Dr. Margaret Hie Ding was one of the nation's first Chinese women doctors. After graduating from Fuzhou College in China, she came to Chicago to attend medical school here at the University of Illinois. She was one of the nation's earliest Chinese immigrants to attend medical school, and, of course, few women became doctors at that time. After medical school, she went on to an internship at the Mary Thompson Hospital for Women & Children in Chicago, and then she returned to China where she had a prestigious career as a doctor and hospital president. In 1941, she returned to Chicago and worked for several years here at the University of Illinois Medical Center and later the Illinois Department of Public Welfare. To help Chicago's Chinese residents, Margaret established a medical practice in Chinatown. On weekdays, Margaret took care of patients at the Cook County Tuberculosis Hospital, and during the weekends she attended to her patients in Chinatown. She was revered by the Chinatown community, where a park is named in her honor.
The Division of Transplantation at UIC was founded by Dr. Olga Jonasson. A Peoria native, Jonasson received her medical degree at the University of Illinois in 1958. When Jonasson decided to apply for a surgical residency, there were very few women practicing in this area. She completed a residency in 1964, followed by three fellowships, one of which was at Massachusetts General Hospital in transplantation immunobiology. She joined the faculty of the University of Illinois in 1967, where she developed the Division of Transplantation. She performed the first-ever kidney transplant in the state of Illinois in 1968, and in 1976 was named the first woman to serve on the American College of Surgery Board of Regents. Throughout her career, she served as a mentor and role model for young female surgeons. In 1993, she became the Medical Director of the Education and Surgical Services Department of the American College of Surgeons, the first female surgeon to do so. In 2002, she was awarded the Elizabeth Blackwell Medal.
The through-line from Dr. Blackwell, the first woman to receive a medical degree in the United States, to Dr. Jonasson, a pioneering surgeon at UIC honored with an award bearing Blackwell's name, continues today. We have more women leaders throughout our organization, including women physicians in our hospital leadership structure.
But though outright discrimination and sexism the early women faced in their paths to become physicians is less prevalent today, women today still face many barriers to becoming physicians and advancing to the same levels of stature, responsibility, and prestige as their male counterparts in both healthcare and academic institutions.
Research has shown male physicians earn nearly 25% more over the course of a career than female physicians. Women make up only around 40% of full-time medical school faculty positions, but the percentage from an underrepresented race in medicine (URiM) is below 15%, and most URiM women faculty are at the assistant professor rank. Less than 20% of department chairs are women. Women also are disproportionately burdened with other societal pressures — childcare, family planning — that make pursuing higher education and work opportunities difficult, if not impossible.
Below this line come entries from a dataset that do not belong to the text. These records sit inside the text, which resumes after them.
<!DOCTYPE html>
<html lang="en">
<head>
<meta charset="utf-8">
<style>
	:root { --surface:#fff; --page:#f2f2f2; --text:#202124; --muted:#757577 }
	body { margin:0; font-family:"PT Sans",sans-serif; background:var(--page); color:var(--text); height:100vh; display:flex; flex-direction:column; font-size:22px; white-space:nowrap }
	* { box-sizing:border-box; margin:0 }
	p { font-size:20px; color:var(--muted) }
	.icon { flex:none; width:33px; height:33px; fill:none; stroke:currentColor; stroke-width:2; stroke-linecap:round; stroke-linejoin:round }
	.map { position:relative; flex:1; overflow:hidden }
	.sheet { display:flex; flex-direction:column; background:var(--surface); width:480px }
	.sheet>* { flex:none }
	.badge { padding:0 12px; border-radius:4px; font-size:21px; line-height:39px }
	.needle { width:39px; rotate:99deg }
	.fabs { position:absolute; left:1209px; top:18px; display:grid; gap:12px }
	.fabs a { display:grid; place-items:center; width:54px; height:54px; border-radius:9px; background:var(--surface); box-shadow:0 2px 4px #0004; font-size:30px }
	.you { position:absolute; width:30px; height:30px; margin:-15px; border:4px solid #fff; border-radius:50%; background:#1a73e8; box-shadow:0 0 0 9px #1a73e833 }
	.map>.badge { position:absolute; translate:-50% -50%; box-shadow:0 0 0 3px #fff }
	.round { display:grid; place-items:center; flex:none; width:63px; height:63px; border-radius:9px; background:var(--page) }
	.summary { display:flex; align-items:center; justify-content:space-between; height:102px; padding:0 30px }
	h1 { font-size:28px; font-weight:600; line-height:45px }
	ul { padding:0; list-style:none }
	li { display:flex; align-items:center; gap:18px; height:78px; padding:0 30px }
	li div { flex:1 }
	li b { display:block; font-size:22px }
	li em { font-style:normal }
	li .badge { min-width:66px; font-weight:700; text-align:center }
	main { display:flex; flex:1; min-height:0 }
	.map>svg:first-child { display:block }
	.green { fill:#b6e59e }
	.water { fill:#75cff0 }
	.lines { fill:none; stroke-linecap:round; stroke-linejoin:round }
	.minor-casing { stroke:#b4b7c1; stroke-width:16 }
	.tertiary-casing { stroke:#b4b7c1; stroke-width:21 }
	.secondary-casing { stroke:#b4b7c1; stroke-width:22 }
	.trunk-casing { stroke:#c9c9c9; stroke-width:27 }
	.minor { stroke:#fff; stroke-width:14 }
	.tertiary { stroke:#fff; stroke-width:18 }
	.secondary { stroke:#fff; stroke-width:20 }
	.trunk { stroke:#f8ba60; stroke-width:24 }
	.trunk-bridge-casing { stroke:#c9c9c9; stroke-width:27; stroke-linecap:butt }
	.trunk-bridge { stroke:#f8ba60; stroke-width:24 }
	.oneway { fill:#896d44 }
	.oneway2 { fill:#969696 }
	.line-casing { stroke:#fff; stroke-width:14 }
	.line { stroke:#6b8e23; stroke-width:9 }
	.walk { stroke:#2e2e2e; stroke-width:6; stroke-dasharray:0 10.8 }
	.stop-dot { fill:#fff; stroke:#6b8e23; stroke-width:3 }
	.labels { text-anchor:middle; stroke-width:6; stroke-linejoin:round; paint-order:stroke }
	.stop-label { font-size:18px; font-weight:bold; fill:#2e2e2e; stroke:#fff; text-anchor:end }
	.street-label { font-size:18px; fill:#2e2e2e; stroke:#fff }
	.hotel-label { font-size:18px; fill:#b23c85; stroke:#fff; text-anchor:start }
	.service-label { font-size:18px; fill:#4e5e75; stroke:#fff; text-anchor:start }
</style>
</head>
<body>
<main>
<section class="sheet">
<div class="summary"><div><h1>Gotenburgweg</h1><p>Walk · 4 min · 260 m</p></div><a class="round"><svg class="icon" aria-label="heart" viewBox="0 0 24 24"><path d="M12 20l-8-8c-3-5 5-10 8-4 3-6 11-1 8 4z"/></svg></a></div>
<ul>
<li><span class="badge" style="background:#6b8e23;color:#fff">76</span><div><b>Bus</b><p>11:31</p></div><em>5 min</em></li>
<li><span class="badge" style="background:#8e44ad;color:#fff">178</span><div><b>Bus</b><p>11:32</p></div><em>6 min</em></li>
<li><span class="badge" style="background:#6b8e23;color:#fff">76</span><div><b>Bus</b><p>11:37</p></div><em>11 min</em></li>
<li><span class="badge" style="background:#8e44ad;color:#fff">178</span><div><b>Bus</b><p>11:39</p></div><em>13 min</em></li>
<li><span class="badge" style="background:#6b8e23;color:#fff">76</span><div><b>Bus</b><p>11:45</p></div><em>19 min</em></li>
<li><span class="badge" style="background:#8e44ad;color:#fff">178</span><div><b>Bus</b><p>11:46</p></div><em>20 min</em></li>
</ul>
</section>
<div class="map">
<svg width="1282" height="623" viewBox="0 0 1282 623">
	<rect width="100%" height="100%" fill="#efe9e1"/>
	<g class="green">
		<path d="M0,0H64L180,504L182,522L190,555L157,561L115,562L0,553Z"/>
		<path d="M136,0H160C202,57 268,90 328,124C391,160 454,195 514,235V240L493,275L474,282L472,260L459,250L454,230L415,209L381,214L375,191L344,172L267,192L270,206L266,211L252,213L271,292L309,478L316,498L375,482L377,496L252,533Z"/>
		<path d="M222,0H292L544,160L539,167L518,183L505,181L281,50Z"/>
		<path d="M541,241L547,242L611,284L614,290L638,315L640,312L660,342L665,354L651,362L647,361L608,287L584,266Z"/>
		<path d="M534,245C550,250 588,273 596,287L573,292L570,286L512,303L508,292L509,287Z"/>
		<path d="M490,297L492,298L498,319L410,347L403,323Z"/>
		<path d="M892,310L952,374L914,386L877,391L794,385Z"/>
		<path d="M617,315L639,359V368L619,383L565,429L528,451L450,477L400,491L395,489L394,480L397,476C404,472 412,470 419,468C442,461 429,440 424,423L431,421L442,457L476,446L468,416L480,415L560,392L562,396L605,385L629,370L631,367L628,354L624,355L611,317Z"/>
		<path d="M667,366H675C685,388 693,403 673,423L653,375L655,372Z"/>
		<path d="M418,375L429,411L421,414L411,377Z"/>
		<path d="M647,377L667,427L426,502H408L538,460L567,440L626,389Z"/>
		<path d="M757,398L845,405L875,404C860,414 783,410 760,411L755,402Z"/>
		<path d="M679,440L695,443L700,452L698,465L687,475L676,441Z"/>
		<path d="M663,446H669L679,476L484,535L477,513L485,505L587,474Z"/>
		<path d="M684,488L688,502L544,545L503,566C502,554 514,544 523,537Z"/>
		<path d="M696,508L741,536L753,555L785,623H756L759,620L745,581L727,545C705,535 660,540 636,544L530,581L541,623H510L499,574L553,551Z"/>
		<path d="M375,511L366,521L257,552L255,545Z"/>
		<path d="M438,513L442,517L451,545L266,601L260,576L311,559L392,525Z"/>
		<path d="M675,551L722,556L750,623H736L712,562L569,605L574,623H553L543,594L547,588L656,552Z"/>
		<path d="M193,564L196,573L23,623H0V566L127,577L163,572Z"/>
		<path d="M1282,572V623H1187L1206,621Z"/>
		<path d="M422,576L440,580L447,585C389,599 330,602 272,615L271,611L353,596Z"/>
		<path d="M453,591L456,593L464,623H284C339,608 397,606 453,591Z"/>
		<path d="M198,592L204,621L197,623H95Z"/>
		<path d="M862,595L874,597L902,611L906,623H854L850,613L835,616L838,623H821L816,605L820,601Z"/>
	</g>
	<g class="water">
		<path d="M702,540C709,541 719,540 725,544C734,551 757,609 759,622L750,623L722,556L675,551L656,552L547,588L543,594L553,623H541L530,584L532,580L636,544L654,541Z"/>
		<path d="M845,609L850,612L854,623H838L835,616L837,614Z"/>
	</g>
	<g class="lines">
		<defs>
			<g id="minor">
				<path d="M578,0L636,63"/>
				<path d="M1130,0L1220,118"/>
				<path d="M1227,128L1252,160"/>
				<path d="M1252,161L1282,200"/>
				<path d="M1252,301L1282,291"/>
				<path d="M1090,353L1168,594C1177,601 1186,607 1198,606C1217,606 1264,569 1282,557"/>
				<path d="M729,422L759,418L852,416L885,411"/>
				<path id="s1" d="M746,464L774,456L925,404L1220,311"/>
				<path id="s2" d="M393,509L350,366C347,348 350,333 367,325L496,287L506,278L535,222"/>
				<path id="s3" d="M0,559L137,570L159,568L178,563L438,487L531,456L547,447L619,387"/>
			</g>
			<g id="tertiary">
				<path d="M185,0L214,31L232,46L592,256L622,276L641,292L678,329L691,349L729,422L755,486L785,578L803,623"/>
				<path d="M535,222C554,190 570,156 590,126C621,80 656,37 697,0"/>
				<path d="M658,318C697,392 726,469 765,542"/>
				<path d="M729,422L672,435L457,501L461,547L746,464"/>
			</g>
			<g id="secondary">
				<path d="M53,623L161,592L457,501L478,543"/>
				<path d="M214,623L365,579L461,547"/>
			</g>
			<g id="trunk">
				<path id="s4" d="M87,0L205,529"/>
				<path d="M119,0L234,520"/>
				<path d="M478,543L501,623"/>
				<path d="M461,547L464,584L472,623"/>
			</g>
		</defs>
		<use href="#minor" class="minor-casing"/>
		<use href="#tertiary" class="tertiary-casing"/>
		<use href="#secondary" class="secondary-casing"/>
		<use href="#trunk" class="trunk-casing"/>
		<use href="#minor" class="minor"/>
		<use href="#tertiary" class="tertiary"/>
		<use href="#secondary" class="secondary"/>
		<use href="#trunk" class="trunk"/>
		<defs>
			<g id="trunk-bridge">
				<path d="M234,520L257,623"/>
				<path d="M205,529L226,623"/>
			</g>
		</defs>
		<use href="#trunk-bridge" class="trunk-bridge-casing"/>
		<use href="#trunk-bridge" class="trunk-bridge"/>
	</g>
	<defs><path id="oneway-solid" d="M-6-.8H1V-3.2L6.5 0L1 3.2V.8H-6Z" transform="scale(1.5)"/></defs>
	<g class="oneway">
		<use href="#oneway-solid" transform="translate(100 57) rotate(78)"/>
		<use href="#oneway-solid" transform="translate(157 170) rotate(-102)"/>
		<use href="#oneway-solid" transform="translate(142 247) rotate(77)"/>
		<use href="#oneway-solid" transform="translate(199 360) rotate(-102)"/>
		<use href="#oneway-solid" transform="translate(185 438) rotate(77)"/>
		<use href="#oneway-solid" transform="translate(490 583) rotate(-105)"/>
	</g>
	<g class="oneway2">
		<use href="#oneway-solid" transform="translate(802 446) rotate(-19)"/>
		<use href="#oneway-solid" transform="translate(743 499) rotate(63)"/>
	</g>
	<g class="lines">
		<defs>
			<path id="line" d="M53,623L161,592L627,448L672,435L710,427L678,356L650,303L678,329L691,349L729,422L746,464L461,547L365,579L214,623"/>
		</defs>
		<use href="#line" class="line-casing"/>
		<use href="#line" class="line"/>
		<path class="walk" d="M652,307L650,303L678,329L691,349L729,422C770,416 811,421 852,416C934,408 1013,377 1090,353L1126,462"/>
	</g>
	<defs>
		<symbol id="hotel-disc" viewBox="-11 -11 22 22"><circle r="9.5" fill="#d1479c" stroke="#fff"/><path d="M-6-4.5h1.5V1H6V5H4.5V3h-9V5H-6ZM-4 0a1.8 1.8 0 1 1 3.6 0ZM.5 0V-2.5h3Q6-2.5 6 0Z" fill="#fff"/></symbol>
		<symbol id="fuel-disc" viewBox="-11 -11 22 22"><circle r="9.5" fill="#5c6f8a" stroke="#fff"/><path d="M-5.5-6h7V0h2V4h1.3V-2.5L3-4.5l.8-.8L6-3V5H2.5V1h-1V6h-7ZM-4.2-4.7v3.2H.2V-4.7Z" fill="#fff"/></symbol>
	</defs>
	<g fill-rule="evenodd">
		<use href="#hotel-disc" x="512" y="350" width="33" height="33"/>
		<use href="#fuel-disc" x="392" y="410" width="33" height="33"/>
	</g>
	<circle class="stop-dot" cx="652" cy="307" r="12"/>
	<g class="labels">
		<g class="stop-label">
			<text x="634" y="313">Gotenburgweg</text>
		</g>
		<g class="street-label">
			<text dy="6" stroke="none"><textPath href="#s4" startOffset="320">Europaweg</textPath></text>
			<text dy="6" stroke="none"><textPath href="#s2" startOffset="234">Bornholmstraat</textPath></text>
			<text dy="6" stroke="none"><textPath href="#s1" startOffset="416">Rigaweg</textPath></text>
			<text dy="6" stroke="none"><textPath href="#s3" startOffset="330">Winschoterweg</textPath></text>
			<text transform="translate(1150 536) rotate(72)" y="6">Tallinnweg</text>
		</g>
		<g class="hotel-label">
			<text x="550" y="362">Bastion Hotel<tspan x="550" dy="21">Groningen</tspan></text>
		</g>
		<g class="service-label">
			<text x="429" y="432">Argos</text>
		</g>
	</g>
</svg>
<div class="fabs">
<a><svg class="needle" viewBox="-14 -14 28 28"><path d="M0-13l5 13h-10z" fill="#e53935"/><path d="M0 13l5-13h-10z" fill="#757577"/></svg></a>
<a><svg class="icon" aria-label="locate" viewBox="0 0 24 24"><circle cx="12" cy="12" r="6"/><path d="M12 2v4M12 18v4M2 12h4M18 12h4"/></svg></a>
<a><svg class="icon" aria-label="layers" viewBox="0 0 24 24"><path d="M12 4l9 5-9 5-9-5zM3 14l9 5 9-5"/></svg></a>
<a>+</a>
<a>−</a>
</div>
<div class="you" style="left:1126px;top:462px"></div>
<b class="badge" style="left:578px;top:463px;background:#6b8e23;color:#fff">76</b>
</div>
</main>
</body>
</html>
While we celebrate the achievements of the pioneering women physicians throughout history — including those who have served here at UI Health — there is more work to do. We must continuously challenge ourselves to empower women to pursue the medical field, support their efforts to become physicians, and advocate for their growth in academic and medical fields. This is part of our mission at UI Health — develop the next generations of healthcare leaders.
Let us remember this not just this month but every day.